L’analyse montre que :

  • La RAM est directement responsable d’environ 1,27 million de décès dans le monde et associée à environ 4,95 millions de décès en 2019. Ces données sont à comparer à la mortalité liée au VIH/sida et au paludisme, soit, respectivement 860.000 et 640.000 décès (en 2019) ;
  • L’antibiorésistance dans les infections des voies respiratoires inférieures (pneumonie notamment) a l’impact le plus important sur la charge de morbidité liée à la RAM : plus de 400.000 décès directs et associée à plus de 1,5 million de décès ;
  • Dans les infections du sang (septicémie notamment), la RAM compte pour 370.000 décès directs et est associée à près de 1,5 million de décès ;
  • Dans les infections intra-abdominales (appendicite notamment) la RAM pèse pour environ 210.000 décès directs et est associée à environ 800.000 décès ;
  • Si des patients de tous âges sont concernés, les jeunes enfants se révèlent plus vulnérables, 1 décès sur 5 liés à la RAM survenant au jeune âge ;
  • Le taux de décès associés à la RAM est le plus élevé en Afrique subsaharienne et en Asie du Sud, soit respectivement 99 décès pour 100.000 en Afrique subsaharienne et à 77 décès pour 100.000 en Asie du Sud (à comparer à 56 décès pour 100.000 dans les pays riches) ;
  • Sur les 23 agents pathogènes étudiés, la résistance aux médicaments de 6 d’entre eux (E. coli, S. aureus, K. pneumoniae, S. pneumoniae, A. baumannii et P. aeruginosa) est responsable, directement de 929.000 décès et est associée à 3,57 millions de décès ;
  • La combinaison pathogène ​​S. aureus résistant à la méthicilline, ou SARM/ médicament a causé directement plus de 100.000 décès en 2019 ;
  • 2 classes d’antibiotiques souvent considérées comme la première ligne de défense contre les infections graves (les fluoroquinolones et les bêtalactamines) sont impliquées dans plus de 70 % des décès causés par la RAM.
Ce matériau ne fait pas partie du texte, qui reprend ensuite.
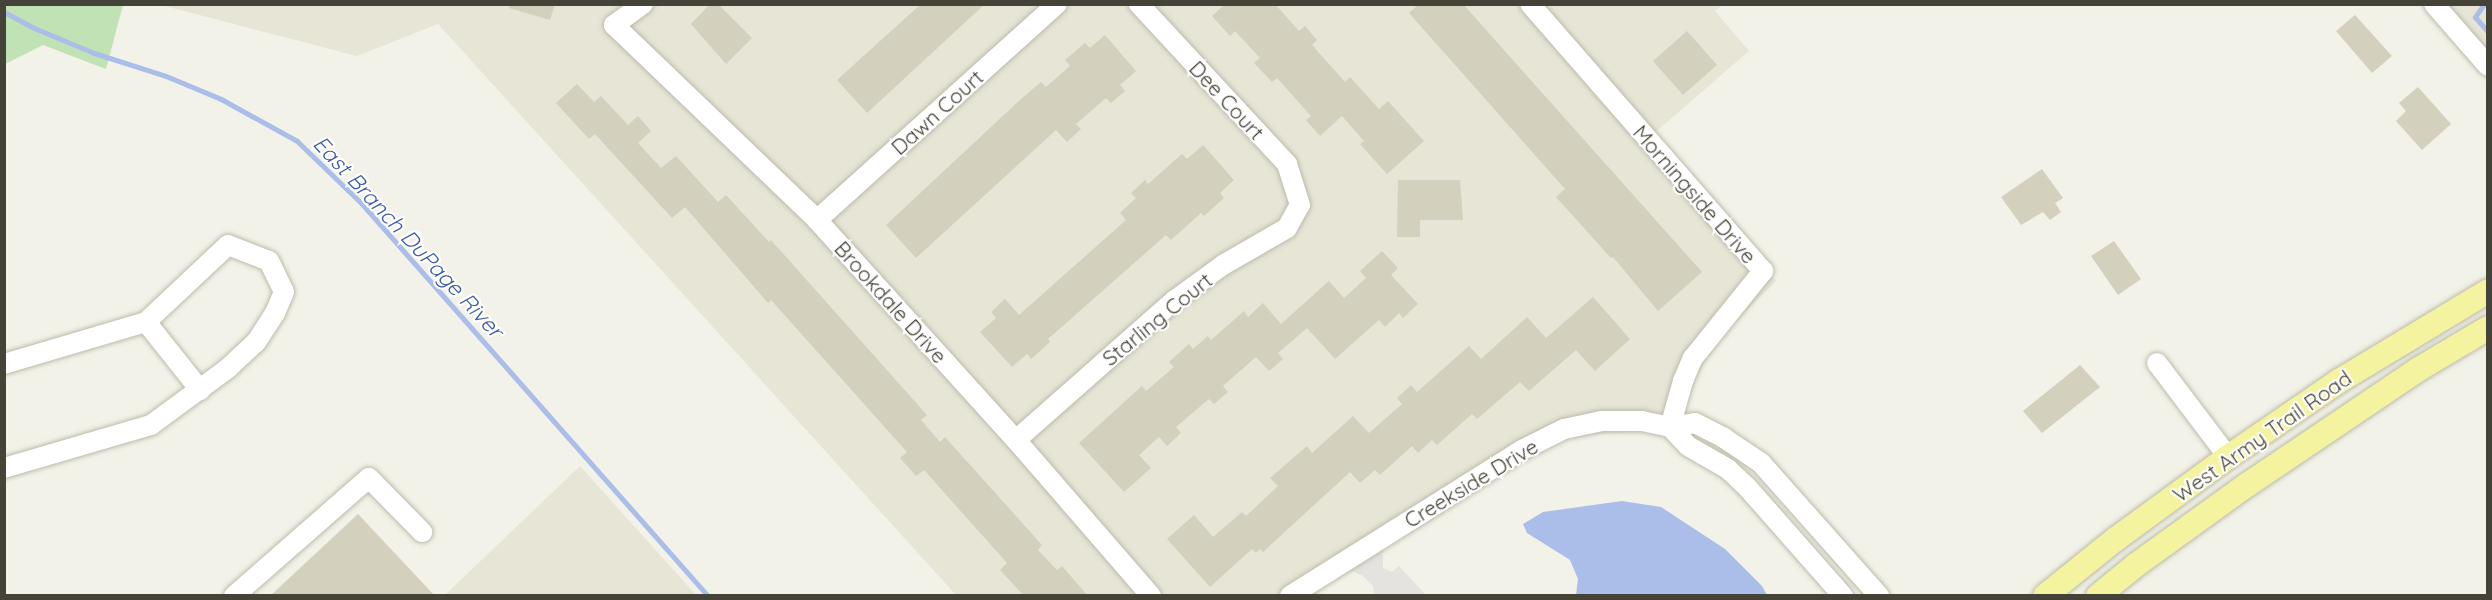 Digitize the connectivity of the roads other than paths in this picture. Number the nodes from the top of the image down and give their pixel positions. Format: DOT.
graph roads {
  1 [pos="643,4"];
  2 [pos="1057,4"];
  3 [pos="1139,4"];
  4 [pos="1530,4"];
  5 [pos="2433,4"];
  6 [pos="2487,66"];
  7 [pos="1300,205"];
  8 [pos="818,220"];
  9 [pos="2487,291"];
  10 [pos="146,322"];
  11 [pos="2487,328"];
  12 [pos="2157,363"];
  13 [pos="4,364"];
  14 [pos="200,390"];
  15 [pos="1670,427"];
  16 [pos="1016,440"];
  17 [pos="2228,457"];
  18 [pos="4,468"];
  19 [pos="1820,530"];
  20 [pos="422,532"];
  21 [pos="1800,547"];
  22 [pos="234,596"];
  23 [pos="1151,596"];
  24 [pos="1290,596"];
  25 [pos="1843,596"];
  26 [pos="1879,596"];
  27 [pos="2046,596"];
  28 [pos="2098,596"];
  1 -- 8 [label="street, Brookdale Drive"];
  2 -- 8 [label="street, Dawn Court"];
  3 -- 7 [label="street, Dee Court"];
  4 -- 15 [label="street, Morningside Drive"];
  5 -- 6 [label="street"];
  7 -- 16 [label="street, Starling Court"];
  8 -- 16 [label="street, Brookdale Drive"];
  9 -- 17 [label="main road, West Army Trail Road"];
  10 -- 13 [label="street"];
  10 -- 14 [label="street"];
  10 -- 14 [label="street"];
  11 -- 28 [label="main road, West Army Trail Road"];
  12 -- 17 [label="street"];
  14 -- 18 [label="street"];
  15 -- 19 [label="street, Creekside Drive"];
  15 -- 21 [label="street"];
  15 -- 24 [label="street, Creekside Drive"];
  16 -- 23 [label="street, Brookdale Drive"];
  17 -- 27 [label="main road, West Army Trail Road"];
  19 -- 21 [label="street"];
  19 -- 26 [label="street, Creekside Drive"];
  20 -- 22 [label="street"];
  21 -- 25 [label="street"];
}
Le rapport souligne le besoin urgent d’intensifier les actions de lutte contre la résistance aux antimicrobiens et décrit des actions immédiates pour les décideurs politiques qui aideront à sauver des vies et à protéger les systèmes de santé.

L’investissement rapide dans de nouveaux traitements, l’amélioration des mesures de contrôle des infections et l’utilisation optimisée des antibiotiques font partie des mesures qui peuvent aider les pays à protéger leurs systèmes de santé contre la RAM.

En conclusion, la RAM reste et constitue plus que jamais un défi majeur et un problème de Santé publique toujours négligé.

De nouvelles ressources doivent être affectées à la lutte contre les résistances et orientées vers la prévention des infections en premier lieu, puis vers le bon usage des antibiotiques et le développement de nouveaux antibactériens « abordables et efficaces ».